Już po samej tabliczce rejestracyjnej możemy się zorientować, że jeśli chodzi o osiągi, to szału nie będzie. Konstruktorzy restrykcyjnie przestrzegali przepisów i Scout w żadnych warunkach nie przekroczy przepisowych 45 km/h. Jednak do tej granicznej wielkości dochodzi bardzo dynamicznie, bowiem jego silnik generuje 120 Nm momentu obrotowego, i to od samego „dołu”. Taka wartość nie jest dostępna w większości „klasycznych” spalinowych motocykli, ale pamiętajmy, że w przypadku elektryków moment obrotowy przełożony jest zupełnie inaczej, bo przecież mamy do czynienia z naprawdę niewielkim silniczkiem.

Niemniej jazda jest całkiem dynamiczna, tylko niestety do pewnej prędkości. Jeżeli ktoś chciałby szybciej, to przy zachowaniu wspomnianego powyżej współczynnika lansu powinien zdecydować się na wersję E4, która wygląda w praktyce tak samo, ale generuje moc 4 kW i jeździ jak klasyczna stodwudziestkapiątka, a wręcz nawet nieco fajniej. Tak czy owak, jeżdżąc na Scoucie trzeba pamiętać, że na drodze wyprzedzać nas będą wszyscy, może poza rowerami.

Zestaw zegarów jest skromny, ale przekazuje najistotniejsze informacje

Pozycja za sterami jest specyficzna. Siedzi się trochę jak na motocyklu, a trochę jak na skuterze – nie da się ścisnąć kolanami zbiornika paliwa. Nie miałem problemów z trakcją, bo rama jest wystarczająco sztywna, a zawieszenia sprawowały się dobrze, ale, sam nie wiem czemu, jakoś bałem się głębiej pochlać w zakrętach. Jeździ się tym jak klasycznym automatem – do dyspozycji mamy jedynie rolgaz i dwie klamki hamulców.

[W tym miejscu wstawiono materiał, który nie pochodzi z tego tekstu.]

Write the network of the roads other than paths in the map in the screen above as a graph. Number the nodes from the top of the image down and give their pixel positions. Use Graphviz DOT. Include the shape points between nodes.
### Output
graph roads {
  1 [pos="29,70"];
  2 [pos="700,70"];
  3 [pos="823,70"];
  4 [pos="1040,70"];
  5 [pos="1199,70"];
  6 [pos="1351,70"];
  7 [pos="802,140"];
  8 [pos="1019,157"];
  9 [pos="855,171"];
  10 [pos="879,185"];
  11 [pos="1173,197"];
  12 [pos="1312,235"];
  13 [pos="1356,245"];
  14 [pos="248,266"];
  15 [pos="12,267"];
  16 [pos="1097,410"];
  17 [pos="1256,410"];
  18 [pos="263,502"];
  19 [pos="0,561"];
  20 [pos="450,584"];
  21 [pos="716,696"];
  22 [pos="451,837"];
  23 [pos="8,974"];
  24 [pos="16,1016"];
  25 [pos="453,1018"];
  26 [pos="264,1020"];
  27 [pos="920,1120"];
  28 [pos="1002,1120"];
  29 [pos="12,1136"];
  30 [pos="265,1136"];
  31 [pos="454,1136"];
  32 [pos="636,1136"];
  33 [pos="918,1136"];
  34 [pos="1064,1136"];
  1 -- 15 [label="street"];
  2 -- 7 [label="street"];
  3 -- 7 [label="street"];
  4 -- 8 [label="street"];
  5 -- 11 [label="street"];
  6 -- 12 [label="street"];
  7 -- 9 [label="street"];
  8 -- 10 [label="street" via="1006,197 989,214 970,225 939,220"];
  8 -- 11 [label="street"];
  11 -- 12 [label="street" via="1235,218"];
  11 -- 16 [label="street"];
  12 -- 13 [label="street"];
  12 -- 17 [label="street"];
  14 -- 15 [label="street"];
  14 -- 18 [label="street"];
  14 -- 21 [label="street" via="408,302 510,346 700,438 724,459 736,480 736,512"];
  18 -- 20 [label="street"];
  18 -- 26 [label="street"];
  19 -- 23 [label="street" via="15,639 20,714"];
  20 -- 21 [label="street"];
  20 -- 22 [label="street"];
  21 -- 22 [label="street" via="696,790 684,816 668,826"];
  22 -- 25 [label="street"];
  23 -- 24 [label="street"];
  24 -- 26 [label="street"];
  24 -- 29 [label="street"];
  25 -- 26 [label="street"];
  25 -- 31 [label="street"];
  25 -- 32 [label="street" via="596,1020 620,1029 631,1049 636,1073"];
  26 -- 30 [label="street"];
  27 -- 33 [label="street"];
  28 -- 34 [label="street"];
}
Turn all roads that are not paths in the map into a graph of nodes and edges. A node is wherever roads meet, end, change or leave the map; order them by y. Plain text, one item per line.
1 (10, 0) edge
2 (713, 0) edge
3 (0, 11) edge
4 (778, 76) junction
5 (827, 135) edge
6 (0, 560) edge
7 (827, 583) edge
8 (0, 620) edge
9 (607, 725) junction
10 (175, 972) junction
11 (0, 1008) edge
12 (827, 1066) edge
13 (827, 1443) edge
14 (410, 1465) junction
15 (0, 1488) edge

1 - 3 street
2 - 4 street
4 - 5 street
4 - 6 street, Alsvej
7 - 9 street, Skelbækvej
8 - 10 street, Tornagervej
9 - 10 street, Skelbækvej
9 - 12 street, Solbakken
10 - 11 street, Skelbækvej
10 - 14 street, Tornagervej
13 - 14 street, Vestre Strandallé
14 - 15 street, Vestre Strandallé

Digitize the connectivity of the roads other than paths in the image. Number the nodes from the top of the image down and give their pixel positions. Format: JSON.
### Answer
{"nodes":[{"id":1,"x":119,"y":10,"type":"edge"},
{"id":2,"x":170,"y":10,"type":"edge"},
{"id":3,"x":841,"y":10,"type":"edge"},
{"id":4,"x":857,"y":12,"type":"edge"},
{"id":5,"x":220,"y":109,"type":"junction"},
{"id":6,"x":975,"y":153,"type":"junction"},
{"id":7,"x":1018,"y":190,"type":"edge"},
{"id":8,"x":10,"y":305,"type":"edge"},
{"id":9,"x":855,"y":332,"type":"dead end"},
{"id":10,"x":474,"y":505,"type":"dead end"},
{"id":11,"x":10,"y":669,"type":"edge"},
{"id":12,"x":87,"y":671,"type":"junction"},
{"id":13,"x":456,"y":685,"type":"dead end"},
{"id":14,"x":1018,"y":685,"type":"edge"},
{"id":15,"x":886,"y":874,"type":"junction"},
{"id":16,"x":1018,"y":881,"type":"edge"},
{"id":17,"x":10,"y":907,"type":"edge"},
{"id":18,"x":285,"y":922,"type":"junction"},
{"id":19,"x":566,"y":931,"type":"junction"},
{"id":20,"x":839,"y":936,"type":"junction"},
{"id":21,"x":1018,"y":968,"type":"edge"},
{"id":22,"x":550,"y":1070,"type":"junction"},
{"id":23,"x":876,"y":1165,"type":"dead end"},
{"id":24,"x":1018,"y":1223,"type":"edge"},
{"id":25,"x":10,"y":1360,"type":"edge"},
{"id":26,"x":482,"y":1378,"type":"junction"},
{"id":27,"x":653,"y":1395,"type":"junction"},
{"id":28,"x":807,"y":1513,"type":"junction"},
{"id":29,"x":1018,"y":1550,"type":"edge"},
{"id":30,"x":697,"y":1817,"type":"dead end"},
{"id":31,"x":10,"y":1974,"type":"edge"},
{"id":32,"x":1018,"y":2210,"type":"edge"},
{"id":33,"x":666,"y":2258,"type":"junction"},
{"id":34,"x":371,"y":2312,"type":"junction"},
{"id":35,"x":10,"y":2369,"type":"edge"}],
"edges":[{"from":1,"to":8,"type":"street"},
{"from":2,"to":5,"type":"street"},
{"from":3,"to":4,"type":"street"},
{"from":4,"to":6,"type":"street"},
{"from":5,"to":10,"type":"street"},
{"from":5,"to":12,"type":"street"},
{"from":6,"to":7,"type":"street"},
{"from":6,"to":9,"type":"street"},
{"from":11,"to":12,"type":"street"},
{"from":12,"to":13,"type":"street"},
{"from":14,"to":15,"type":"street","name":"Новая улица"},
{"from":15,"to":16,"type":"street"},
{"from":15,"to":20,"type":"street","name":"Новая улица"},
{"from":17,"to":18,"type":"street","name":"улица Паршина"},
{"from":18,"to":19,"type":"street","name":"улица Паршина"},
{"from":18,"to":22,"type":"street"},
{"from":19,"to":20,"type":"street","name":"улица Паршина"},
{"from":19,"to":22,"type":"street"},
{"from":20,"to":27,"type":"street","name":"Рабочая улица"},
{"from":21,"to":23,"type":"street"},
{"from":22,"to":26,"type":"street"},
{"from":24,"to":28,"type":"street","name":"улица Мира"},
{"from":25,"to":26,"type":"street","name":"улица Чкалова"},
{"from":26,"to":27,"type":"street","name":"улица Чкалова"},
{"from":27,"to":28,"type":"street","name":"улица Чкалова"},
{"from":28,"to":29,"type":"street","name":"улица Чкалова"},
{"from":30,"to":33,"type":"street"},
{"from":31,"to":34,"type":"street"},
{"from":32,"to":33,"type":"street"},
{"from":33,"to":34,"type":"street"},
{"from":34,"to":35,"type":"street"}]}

Tarczowe hamulce kół, mimo swoich niewielkich gabarytów, działają bardzo poprawnie, ale też prędkości rozwijane przez Ciclone nie są porażające, skromna jest także jego masa (79 kg). Cały pojazd jest wybitnie wąski, poza jednym elementem – kierownicą. Z jednej strony ułatwia to prowadzenie, a z drugiej, nieco utrudnia przeciskanie się między samochodami w korkach. Ale nie ma co narzekać – niewielka masa i w miarę dynamiczny silnik znakomicie ułatwiają manewrowanie.

W tajemniczym pudełku mieści się cała skomplikowana elektronika

Z rządową dopłatą

Przy kierownicy umieszczony jest przełącznik umożliwiający jazdę w trzech trybach – najwolniejszy ogranicza prędkość do 25 km/h, najszybszy do 45 km/h. Jeżeli chcemy w pełni wykorzystać deklarowany przez producenta zasięg pojazdu – 120 km, musimy nauczyć się odpowiednio korzystać z komponentów motoroweru. Po pierwsze, hamulców używać dopiero w ostateczności. Ciclone wyposażony jest w system odzysku energii KERS, który sam w sobie nieco spowalnia pojazd, ładując w tym czasie baterie. Po drugie, do walki w solidnych ulicznych korkach nawet najwolniejszy tryb jest czasem zupełnie wystarczający, a nie będziemy marnować prądu.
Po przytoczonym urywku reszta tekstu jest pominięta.